Forschende aus der ganzen Welt haben jetzt ein Datenarchiv zur Dokumentation von Tierbewegungen in der Arktis und Subarktis aufgebaut. Das Arctic Animal Movement Archive enthält Millionen Bewegungsdaten von 96 Tierarten, die die Nordpolarregion durchstreifen, darunter Bären, Karibus, Elche, Wölfe und Steinadler.

Das Archiv enthält derzeit über 200 Forschungsprojekte mit den Bewegungsdaten von mehr als 8.000 Meeres- und Landtieren von 1991 bis heute. "Mit dem Archiv wollen wir eine globale Forschungsgemeinschaft über Institutionen und politische Grenzen hinweg aufbauen", sagt Martin Wikelski vom Max-Planck-Institut für Verhaltensbiologie in Radolfzell, der die Datenbank mit aufgebaut hat, über die das Fachmagazin "Science" berichtet.

"Wir haben Milliarden von Datenpunkten"

Ralf Krauter: Woher stammen die Daten zum Leben in der Arktis, die in dieser Datenbank gebündelt werden?

Martin Wikelski: Ja, das ist ganz toll, wir können jetzt global mit Ökologen aus allen Ländern zusammenarbeiten, die in der Arktis forschen – das sind 17 Länder, das sind 150 Forscherteams –, unglaublich spannend, diese Daten alle zusammenzubringen.

Krauter: Ich hab gesehen, da wurden Millionen von Datenpunkten aus 30 Jahren erfasst für 96 Spezies, die in der Arktis, an Land, im Meer und in der Luft leben – Bären, Karibus, Elche, Wölfe, Adler und vieles mehr. Wie aufwändig war es denn, all diese Daten, die ja in separaten Archiven wahrscheinlich schlummerten, auf einer Plattform zu bündeln? Das ist technisch ja sehr aufwändig vermutlich.

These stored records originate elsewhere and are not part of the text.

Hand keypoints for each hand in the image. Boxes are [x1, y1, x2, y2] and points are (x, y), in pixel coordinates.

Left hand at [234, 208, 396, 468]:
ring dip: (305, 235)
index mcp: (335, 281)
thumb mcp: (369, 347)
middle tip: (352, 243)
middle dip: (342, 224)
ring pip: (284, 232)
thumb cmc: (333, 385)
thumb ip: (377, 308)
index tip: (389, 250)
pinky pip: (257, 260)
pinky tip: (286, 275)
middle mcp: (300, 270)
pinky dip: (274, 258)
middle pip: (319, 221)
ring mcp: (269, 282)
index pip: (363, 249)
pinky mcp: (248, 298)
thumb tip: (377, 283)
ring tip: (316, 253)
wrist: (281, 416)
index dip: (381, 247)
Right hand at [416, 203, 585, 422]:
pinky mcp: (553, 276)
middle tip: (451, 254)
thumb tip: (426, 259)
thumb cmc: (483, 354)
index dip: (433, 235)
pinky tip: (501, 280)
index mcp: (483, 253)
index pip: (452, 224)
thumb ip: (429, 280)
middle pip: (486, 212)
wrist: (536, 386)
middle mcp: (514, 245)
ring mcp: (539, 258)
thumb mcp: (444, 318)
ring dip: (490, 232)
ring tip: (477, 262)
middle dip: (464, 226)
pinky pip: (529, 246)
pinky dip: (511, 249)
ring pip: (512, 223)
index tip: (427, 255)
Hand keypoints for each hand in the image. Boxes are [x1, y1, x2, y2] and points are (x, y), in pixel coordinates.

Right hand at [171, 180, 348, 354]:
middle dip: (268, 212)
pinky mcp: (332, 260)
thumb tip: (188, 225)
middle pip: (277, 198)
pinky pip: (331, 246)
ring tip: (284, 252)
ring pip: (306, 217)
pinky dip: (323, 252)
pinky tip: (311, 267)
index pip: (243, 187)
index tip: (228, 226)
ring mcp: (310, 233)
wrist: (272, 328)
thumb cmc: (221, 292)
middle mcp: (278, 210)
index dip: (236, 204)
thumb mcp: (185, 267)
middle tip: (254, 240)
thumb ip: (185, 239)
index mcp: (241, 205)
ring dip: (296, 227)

Wikelski: Das ist technisch erst mal aufwändig, aber das Schwierigste ist eigentlich die persönliche Komponente. Man braucht jemand so wie bei uns die Sarah Davidson, die sich wirklich dann persönlich mit den Leuten zusammensetzt und sagt, macht doch mal hier noch und bitte da noch und das noch ändern. Auch braucht man erst mal ein wirkliches Muster, nach dem man diese Daten in so eine Datenbank einfügt, das haben wir geschaffen über die Movebank. Und man muss auch sagen, dieses arktische Archiv ist ungefähr nur ein Zehntel von den Arten, die wir insgesamt in der Movebank haben und vielleicht ein Hundertstel oder ein Tausendstel von den Daten, die ja jetzt drin sind. Also wir haben da schon Milliarden von Punkten, die Arktis ist nur ein Teil, aber eben ein ganz wichtiger Teil.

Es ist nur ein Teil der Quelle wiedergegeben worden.